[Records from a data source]
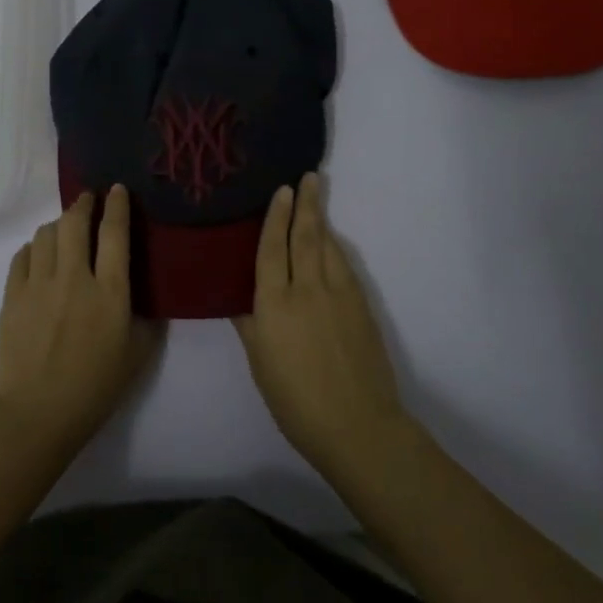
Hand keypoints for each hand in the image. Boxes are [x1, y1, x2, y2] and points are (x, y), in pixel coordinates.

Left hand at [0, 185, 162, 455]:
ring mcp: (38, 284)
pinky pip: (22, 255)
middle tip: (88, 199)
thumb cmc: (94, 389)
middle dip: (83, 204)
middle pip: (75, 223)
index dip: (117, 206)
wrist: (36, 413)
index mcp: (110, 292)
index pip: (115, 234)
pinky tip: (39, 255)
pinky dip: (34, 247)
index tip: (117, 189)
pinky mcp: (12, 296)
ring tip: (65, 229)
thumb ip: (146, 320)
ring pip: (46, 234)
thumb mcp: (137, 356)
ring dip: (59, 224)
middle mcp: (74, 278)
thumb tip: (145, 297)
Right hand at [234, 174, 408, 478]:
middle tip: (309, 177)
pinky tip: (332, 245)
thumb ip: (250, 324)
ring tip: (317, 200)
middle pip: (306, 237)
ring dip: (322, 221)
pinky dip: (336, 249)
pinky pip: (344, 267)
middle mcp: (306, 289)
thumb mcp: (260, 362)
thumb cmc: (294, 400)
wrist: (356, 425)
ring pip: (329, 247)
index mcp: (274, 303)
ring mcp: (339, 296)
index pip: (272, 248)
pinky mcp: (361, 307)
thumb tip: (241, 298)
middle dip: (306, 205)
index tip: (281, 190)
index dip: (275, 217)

...

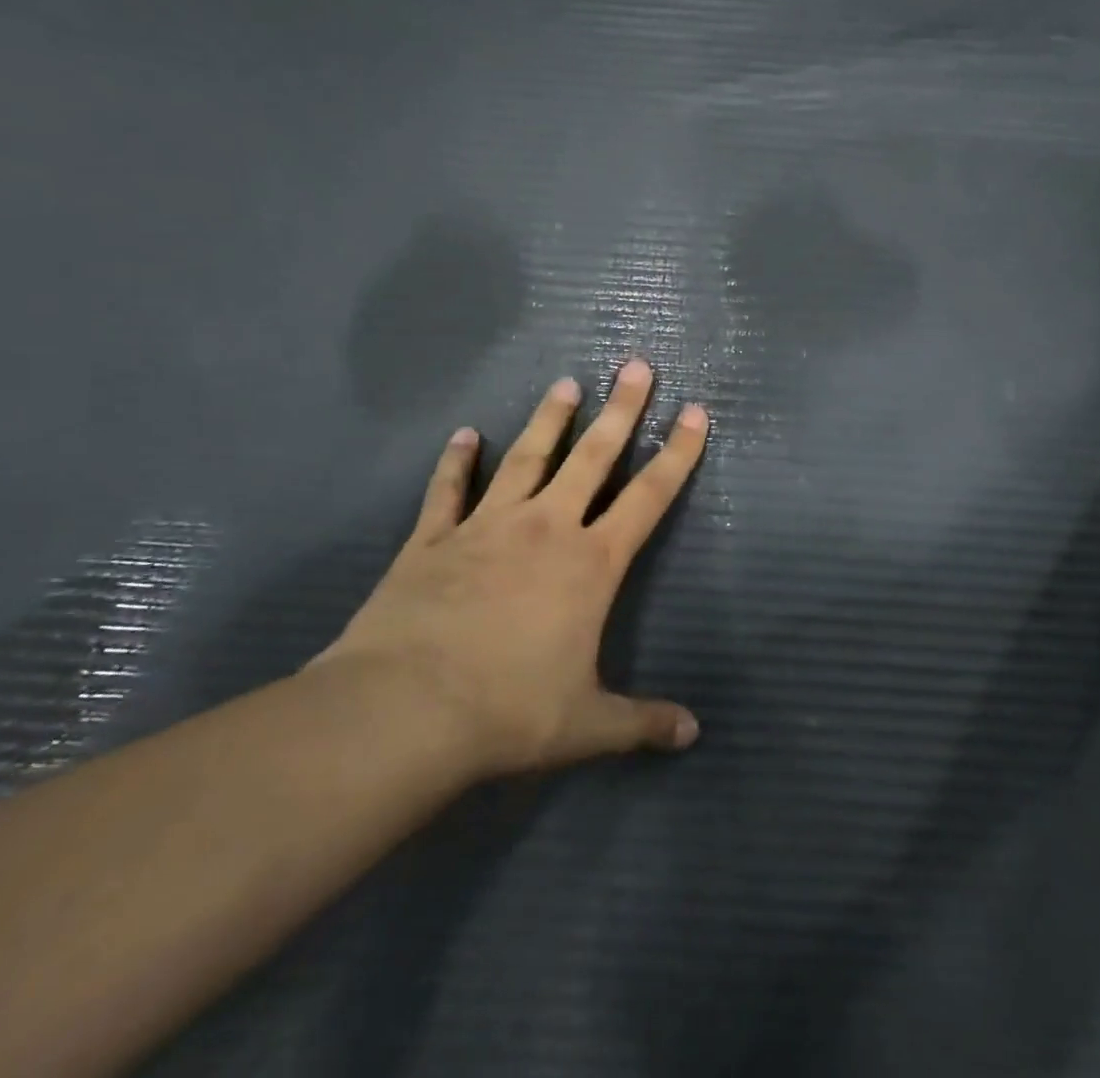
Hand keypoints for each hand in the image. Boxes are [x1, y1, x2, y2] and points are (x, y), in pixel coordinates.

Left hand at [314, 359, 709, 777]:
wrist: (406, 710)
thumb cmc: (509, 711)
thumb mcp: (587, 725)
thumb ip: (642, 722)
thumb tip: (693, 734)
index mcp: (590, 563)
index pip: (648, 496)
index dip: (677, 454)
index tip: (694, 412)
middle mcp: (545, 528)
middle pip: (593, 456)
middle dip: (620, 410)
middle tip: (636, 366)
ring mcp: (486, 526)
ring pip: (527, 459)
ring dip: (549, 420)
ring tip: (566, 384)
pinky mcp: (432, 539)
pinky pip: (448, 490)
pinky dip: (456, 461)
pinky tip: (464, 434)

• **YOUR INSTRUCTIONS**: From the entries above, print the lines beginning at the one with "ring pip: (329, 247)" and stopping after the one with "index dip: (275, 217)", exactly as written and with nothing else.

• **ANSWER BELOW**:
ring pip: (329, 247)
index mcp: (274, 303)
ring mcp: (339, 296)
index pip: (272, 248)
pinky mcp: (361, 307)
thumb tip: (241, 298)
middle dip: (306, 205)
index tip: (281, 190)
index dip: (275, 217)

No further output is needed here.